**Exercise:** This task calls for the lines below starting at the one containing "ring mcp: (221, 114)" and ending at the one containing "pinky tip: (317, 116)", repeated exactly with both ends kept and pictures left out.
---
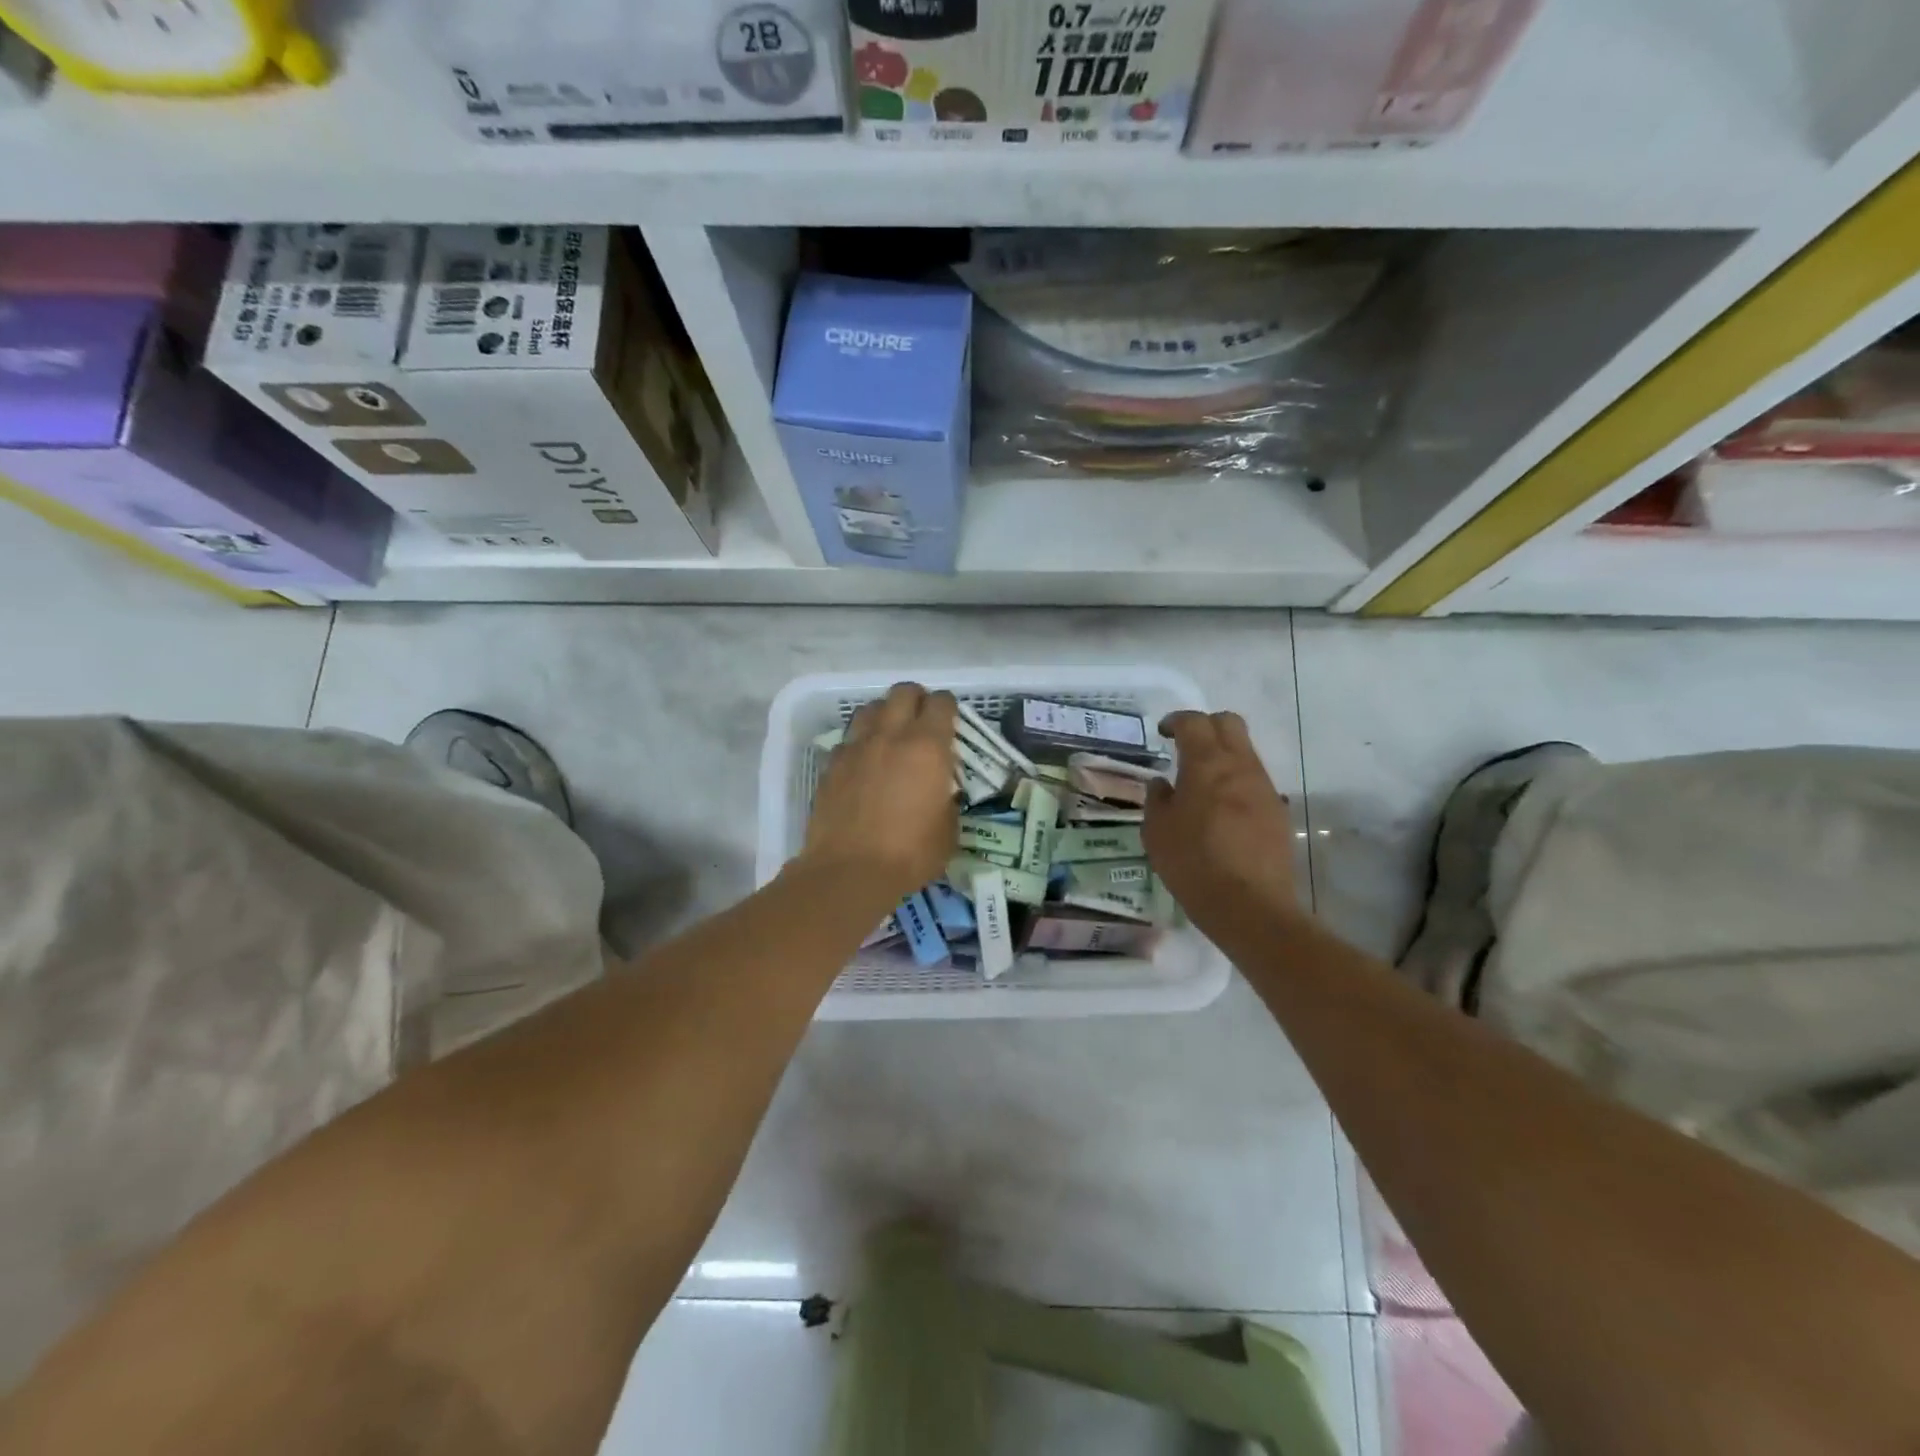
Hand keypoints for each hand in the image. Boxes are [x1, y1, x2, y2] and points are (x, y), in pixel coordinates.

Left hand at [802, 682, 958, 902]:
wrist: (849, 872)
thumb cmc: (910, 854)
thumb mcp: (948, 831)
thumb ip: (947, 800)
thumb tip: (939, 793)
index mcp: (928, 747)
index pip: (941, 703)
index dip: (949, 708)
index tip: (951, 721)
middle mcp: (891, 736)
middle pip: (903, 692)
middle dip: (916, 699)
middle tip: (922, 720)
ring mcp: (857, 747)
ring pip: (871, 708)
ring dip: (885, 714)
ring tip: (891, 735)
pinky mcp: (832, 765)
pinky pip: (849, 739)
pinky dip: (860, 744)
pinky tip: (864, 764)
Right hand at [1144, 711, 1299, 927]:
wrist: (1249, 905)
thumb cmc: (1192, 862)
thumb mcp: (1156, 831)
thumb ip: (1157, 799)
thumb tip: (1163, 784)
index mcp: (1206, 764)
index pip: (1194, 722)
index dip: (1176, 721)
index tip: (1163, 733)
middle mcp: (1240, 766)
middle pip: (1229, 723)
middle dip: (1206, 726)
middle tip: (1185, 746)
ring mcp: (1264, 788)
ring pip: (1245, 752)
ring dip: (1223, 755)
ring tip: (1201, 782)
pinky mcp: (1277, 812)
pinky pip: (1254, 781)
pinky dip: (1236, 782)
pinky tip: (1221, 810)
---
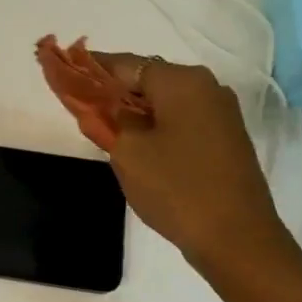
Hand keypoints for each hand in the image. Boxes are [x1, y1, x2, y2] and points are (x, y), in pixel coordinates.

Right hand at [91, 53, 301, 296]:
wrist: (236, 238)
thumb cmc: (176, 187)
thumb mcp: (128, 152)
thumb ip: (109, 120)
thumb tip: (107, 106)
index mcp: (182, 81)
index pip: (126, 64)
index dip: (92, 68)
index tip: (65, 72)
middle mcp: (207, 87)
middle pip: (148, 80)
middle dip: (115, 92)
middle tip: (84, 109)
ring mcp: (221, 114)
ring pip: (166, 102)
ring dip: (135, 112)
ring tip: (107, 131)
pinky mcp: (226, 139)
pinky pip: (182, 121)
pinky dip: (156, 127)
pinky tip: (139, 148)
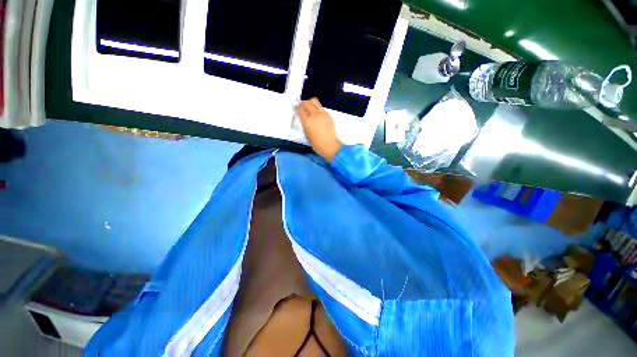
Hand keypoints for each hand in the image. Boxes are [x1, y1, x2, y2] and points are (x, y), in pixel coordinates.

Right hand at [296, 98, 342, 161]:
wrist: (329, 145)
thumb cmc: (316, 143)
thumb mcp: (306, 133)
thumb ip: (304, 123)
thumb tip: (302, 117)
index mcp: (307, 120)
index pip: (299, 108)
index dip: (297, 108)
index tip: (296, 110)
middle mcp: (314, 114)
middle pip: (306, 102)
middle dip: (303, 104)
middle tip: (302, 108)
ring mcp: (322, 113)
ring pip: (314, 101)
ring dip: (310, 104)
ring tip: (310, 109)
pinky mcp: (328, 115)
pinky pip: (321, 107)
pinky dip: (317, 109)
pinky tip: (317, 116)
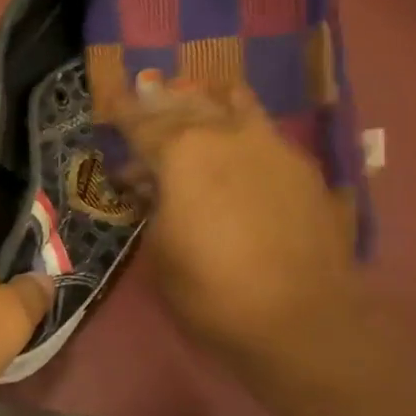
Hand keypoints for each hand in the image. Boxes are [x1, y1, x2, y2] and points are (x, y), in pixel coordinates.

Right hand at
---
**Exercise answer:**
ring mcp: (221, 114)
ring pip: (166, 102)
ring dip: (135, 112)
ring tip: (107, 131)
pinky mcp: (226, 139)
pinky pip: (182, 121)
pinky dip: (156, 127)
pinky tip: (139, 148)
Hand keypoints for each hand in the image. Boxes are [x1, y1, x2, y2] and points are (x, y), in pixel coordinates.

Right hand at [296, 98, 342, 161]:
wrist: (329, 145)
thumb cmc: (316, 143)
thumb mcp: (306, 133)
thumb ip: (304, 123)
thumb tip: (302, 117)
index mcp: (307, 120)
index pip: (299, 108)
index dip: (297, 108)
index tip: (296, 110)
middle mcp: (314, 114)
middle pip: (306, 102)
middle dip: (303, 104)
middle tip: (302, 108)
ring mcp: (322, 113)
ring pip: (314, 101)
ring dip: (310, 104)
ring tip: (310, 109)
pinky mcp: (328, 115)
pinky pip: (321, 107)
pinky dip: (317, 109)
pinky tip: (317, 116)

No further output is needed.